= Data excerpts =
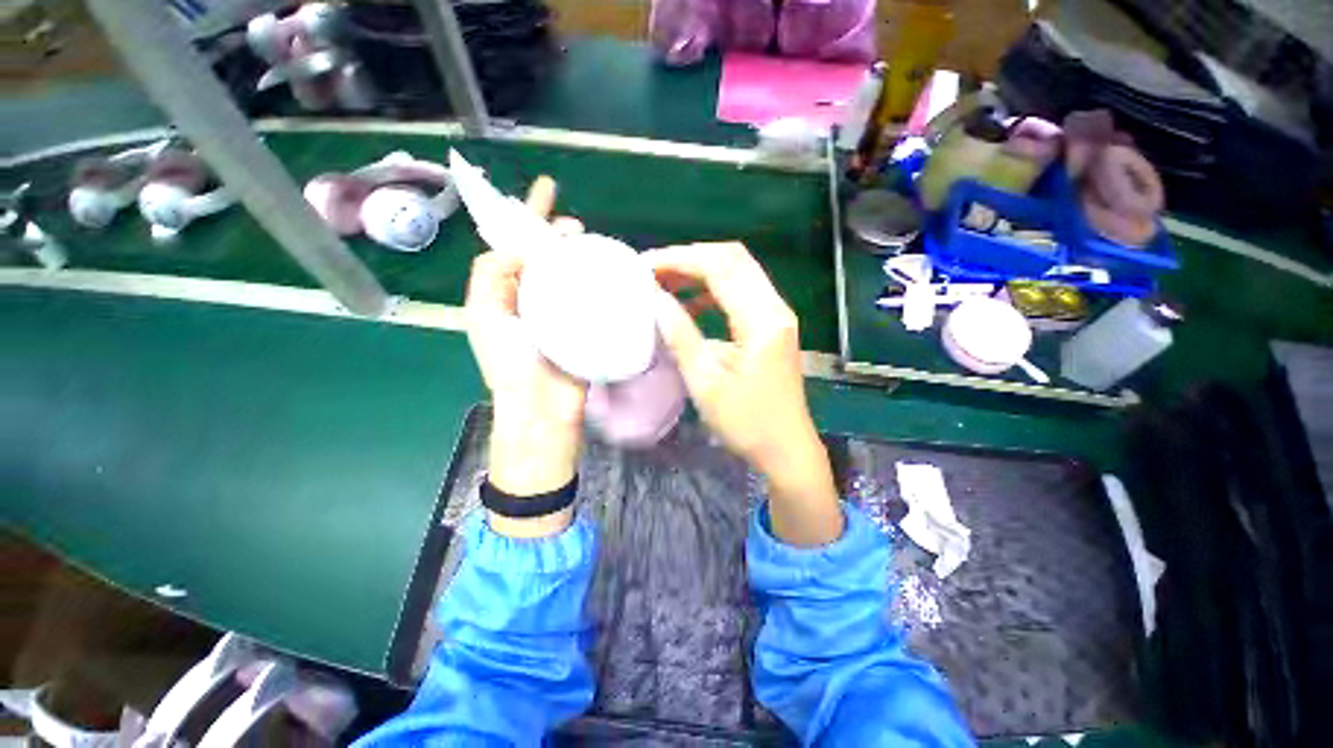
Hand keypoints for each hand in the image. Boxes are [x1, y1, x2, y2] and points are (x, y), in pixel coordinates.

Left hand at [464, 177, 585, 537]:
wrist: (544, 410)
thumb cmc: (512, 365)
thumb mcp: (485, 316)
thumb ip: (492, 275)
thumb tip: (524, 249)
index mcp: (507, 293)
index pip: (516, 244)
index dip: (527, 215)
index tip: (548, 189)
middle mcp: (535, 299)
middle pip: (549, 256)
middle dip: (559, 234)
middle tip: (577, 224)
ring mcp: (564, 313)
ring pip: (573, 273)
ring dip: (582, 255)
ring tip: (594, 242)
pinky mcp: (588, 327)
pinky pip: (594, 296)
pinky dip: (601, 281)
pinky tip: (612, 271)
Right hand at [647, 242, 841, 546]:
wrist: (787, 450)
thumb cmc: (747, 423)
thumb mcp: (706, 382)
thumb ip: (681, 335)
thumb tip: (655, 299)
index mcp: (762, 320)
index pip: (719, 267)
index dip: (678, 259)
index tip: (643, 267)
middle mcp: (775, 307)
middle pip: (732, 258)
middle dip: (688, 258)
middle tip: (652, 272)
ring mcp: (777, 315)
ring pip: (737, 272)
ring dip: (700, 271)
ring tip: (665, 284)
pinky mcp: (772, 325)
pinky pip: (741, 293)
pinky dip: (712, 290)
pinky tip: (689, 306)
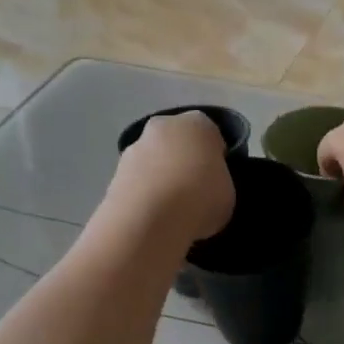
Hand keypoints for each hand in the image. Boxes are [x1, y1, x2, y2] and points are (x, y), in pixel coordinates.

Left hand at [109, 112, 235, 244]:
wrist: (149, 219)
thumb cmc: (200, 199)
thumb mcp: (228, 193)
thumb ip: (218, 182)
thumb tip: (208, 187)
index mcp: (198, 124)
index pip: (210, 134)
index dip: (214, 157)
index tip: (216, 178)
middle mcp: (164, 126)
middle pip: (177, 141)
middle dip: (182, 160)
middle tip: (192, 191)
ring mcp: (135, 147)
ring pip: (154, 159)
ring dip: (160, 176)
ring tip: (170, 209)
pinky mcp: (115, 171)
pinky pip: (137, 179)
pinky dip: (143, 192)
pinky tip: (151, 216)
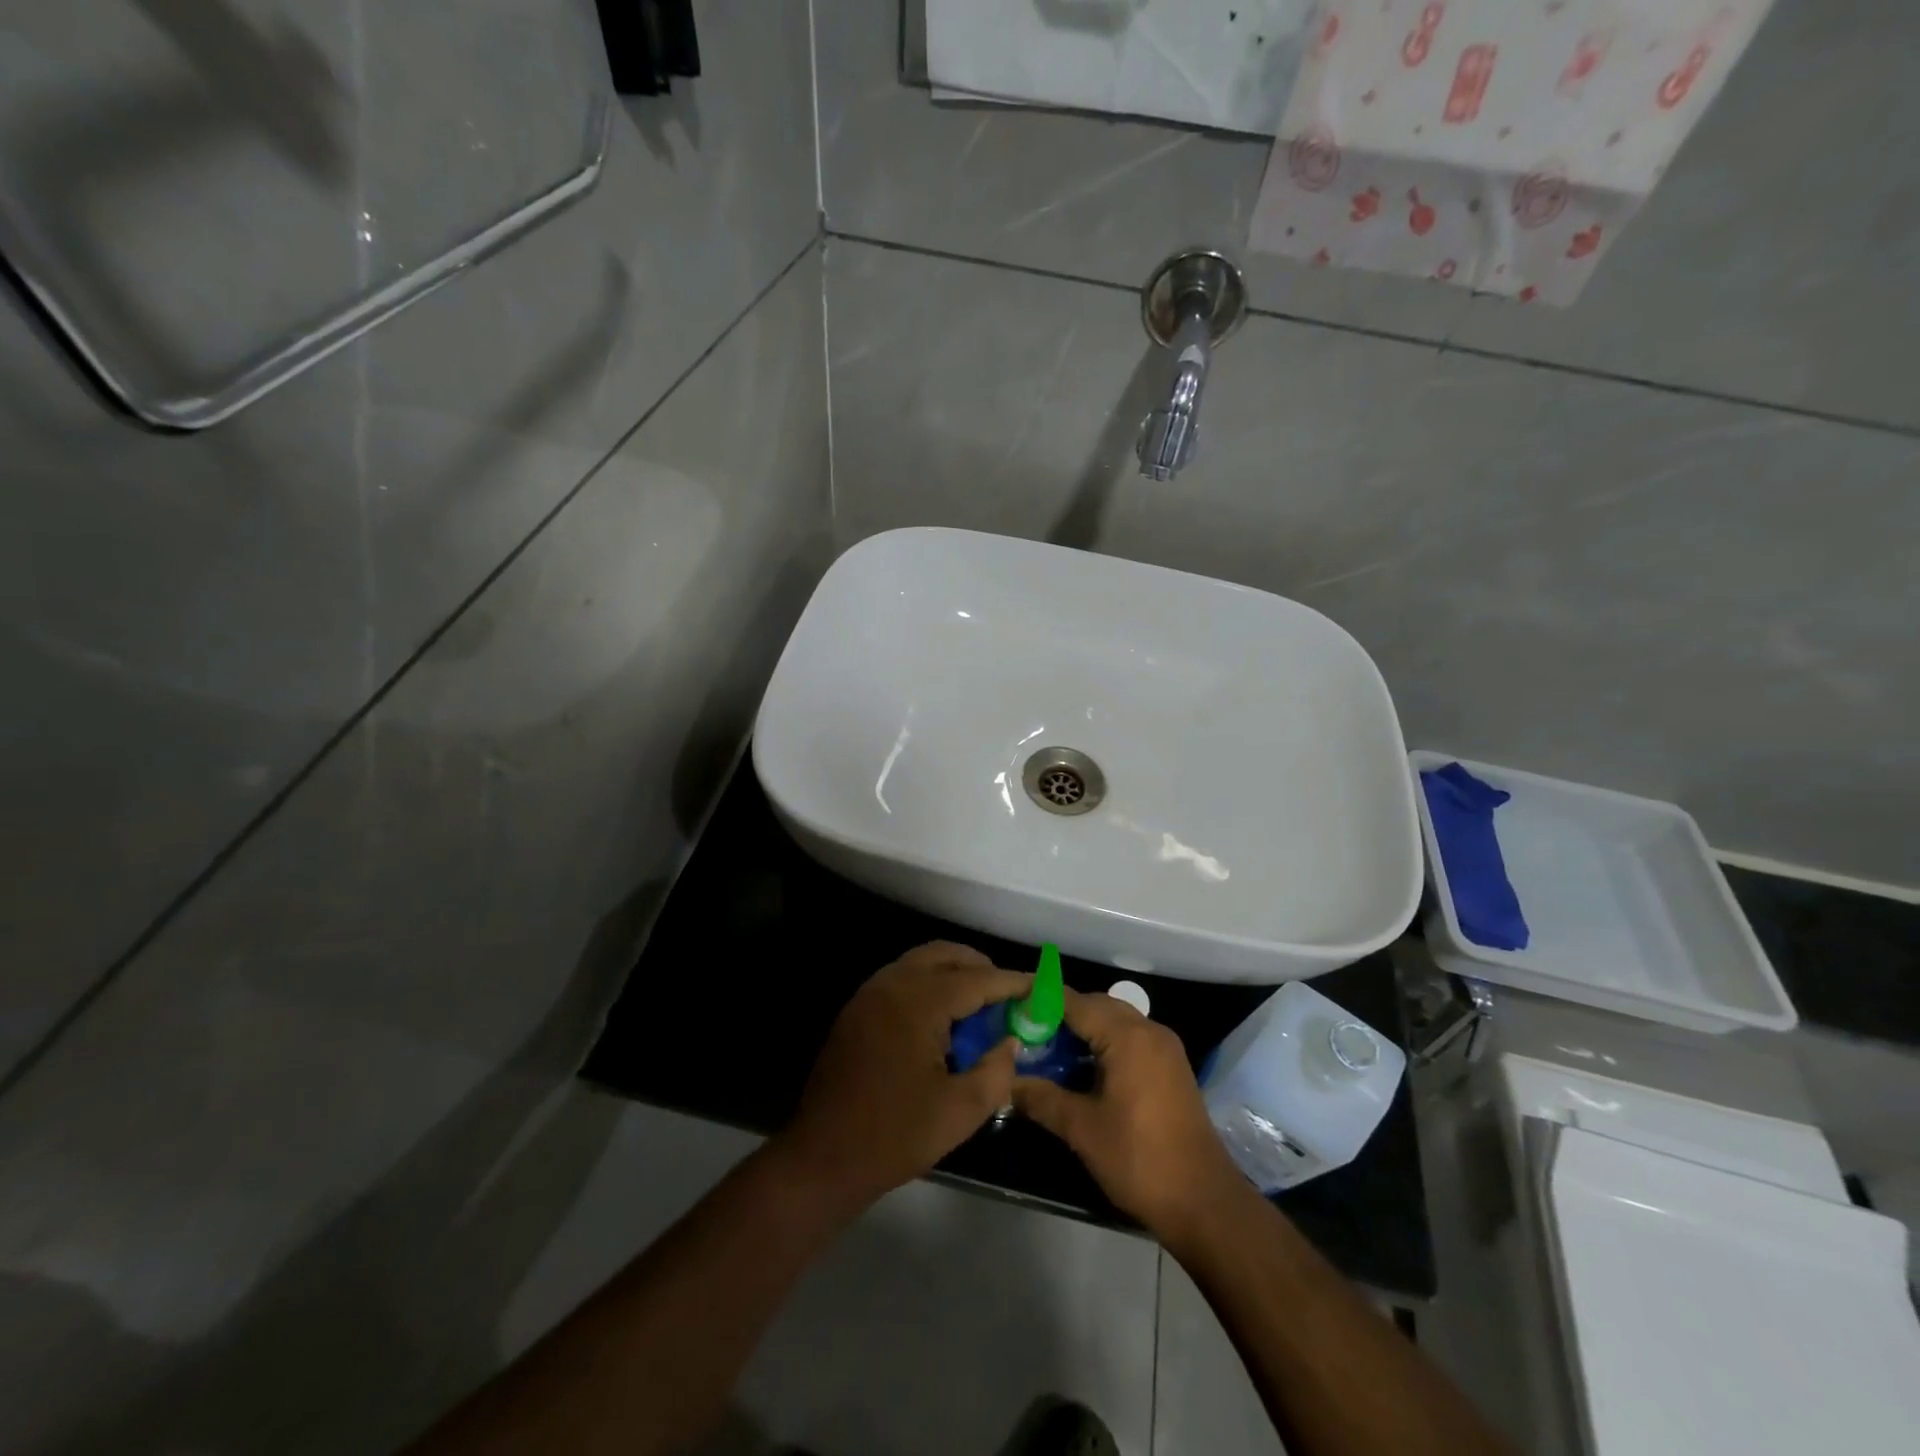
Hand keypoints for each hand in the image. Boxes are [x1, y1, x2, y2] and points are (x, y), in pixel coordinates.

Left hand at [775, 942, 1029, 1212]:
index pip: (976, 979)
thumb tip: (1012, 1042)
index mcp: (918, 1001)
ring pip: (920, 962)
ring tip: (981, 1003)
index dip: (1011, 982)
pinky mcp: (857, 1011)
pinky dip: (929, 984)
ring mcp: (869, 995)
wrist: (823, 1157)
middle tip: (1009, 992)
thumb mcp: (960, 1111)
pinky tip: (943, 1018)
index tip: (1040, 986)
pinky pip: (901, 980)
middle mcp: (892, 984)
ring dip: (953, 972)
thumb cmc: (894, 1135)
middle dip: (980, 967)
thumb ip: (996, 1070)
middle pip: (945, 955)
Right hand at [1012, 989, 1240, 1239]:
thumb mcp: (1082, 1129)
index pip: (1075, 1002)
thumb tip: (1007, 1083)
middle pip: (1096, 1006)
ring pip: (1115, 1022)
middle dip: (1060, 1015)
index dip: (1040, 1000)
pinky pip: (1130, 1039)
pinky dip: (1104, 1044)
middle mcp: (1149, 1031)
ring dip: (1083, 1030)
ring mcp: (1164, 1049)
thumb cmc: (1139, 1159)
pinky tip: (1082, 1069)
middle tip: (1024, 1032)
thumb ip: (1041, 1098)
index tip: (1010, 1006)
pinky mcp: (1171, 1068)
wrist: (1204, 1202)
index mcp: (1127, 1036)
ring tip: (1048, 1050)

= Directions =
In the records above, count the lines holding the word "Left"; give only that number.

= Answer to this problem =
3